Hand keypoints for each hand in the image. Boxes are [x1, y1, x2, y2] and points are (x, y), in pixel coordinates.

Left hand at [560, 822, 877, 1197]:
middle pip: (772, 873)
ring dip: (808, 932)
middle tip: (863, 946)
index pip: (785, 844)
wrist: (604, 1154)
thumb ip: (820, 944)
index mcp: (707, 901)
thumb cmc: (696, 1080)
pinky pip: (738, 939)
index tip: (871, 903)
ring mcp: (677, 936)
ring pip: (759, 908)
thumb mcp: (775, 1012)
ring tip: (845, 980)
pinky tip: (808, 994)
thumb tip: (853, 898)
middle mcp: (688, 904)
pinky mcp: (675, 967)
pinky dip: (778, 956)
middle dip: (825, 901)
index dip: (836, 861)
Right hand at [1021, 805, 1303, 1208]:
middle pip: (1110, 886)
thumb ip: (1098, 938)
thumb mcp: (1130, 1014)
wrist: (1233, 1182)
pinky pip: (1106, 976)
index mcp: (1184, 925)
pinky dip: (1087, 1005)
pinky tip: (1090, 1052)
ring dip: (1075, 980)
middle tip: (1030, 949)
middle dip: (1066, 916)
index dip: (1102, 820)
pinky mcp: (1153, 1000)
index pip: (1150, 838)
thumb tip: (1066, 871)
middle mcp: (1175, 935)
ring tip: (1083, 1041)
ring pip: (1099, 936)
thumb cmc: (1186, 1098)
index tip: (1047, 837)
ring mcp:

☆ ☆ ☆ ☆

*Work instruction*
State how many lines of the listing include "ring", and nothing more.

*Answer for the task*
8